Here, using eDNA metabarcoding of different taxonomic groups in soil systems, we tested: (i) how preservation methods influence overall richness estimates and what the role of rarely observed taxa is; (ii) how preservation methods influence identified community structure and its turn-over between different habitats; and (iii) what the best practices are under limited laboratory access. More specifically, we first selected three soil preservation methods (room temperature, 4°C, desiccation by addition of silica gel) because they are commonly used in the literature (room temperature and 4°C) or because they are easy to implement in the field (desiccation and room temperature).

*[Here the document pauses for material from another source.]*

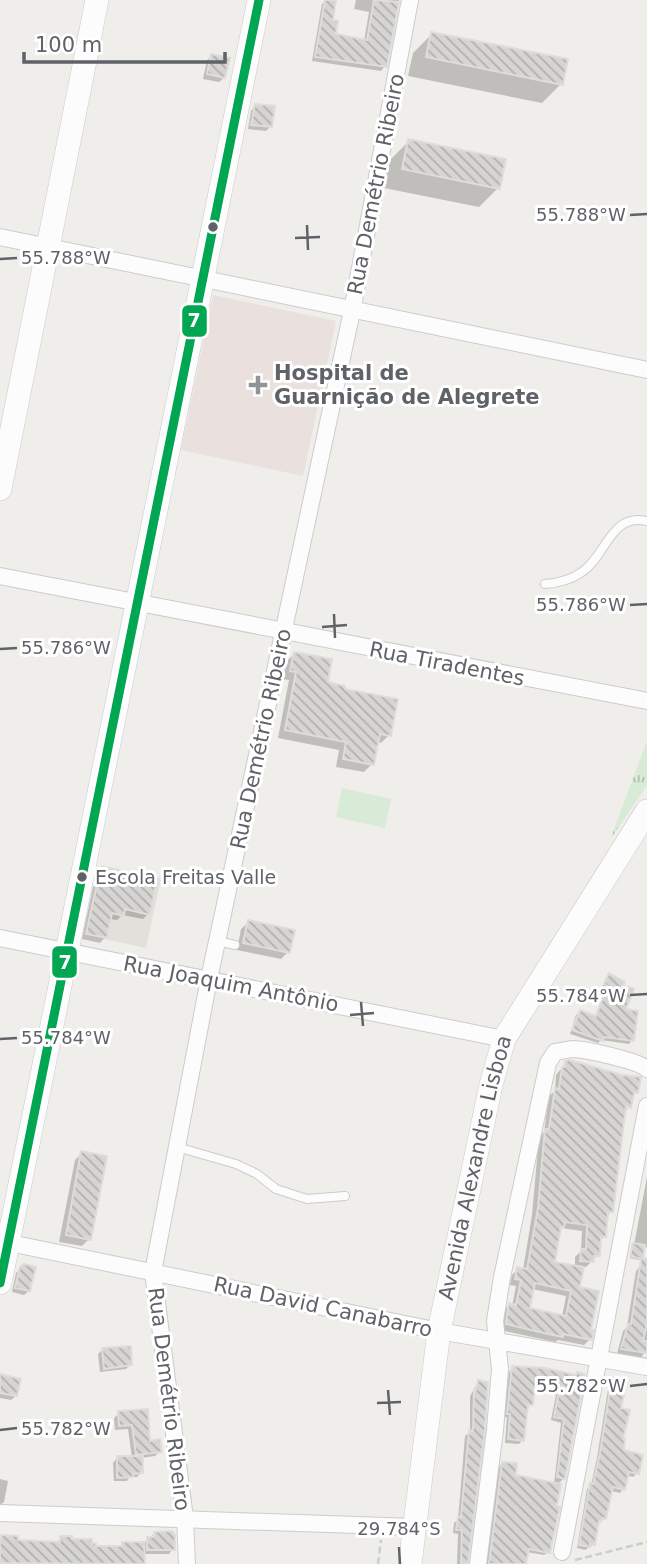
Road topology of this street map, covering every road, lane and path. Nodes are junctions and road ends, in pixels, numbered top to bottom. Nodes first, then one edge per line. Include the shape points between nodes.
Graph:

Then, we assessed the impact of these preservation methods applied to different durations in order to mimick logistic constraints, and compared the communities obtained with those observed in ideal conditions, i.e. when eDNA is extracted immediately after sampling (within less than one hour). We examined bacterial, fungal and eukaryotic communities to cover a broad taxonomic range, since different taxa can be differentially affected by sample preservation conditions (Cardona et al., 2012; Orchard et al., 2017).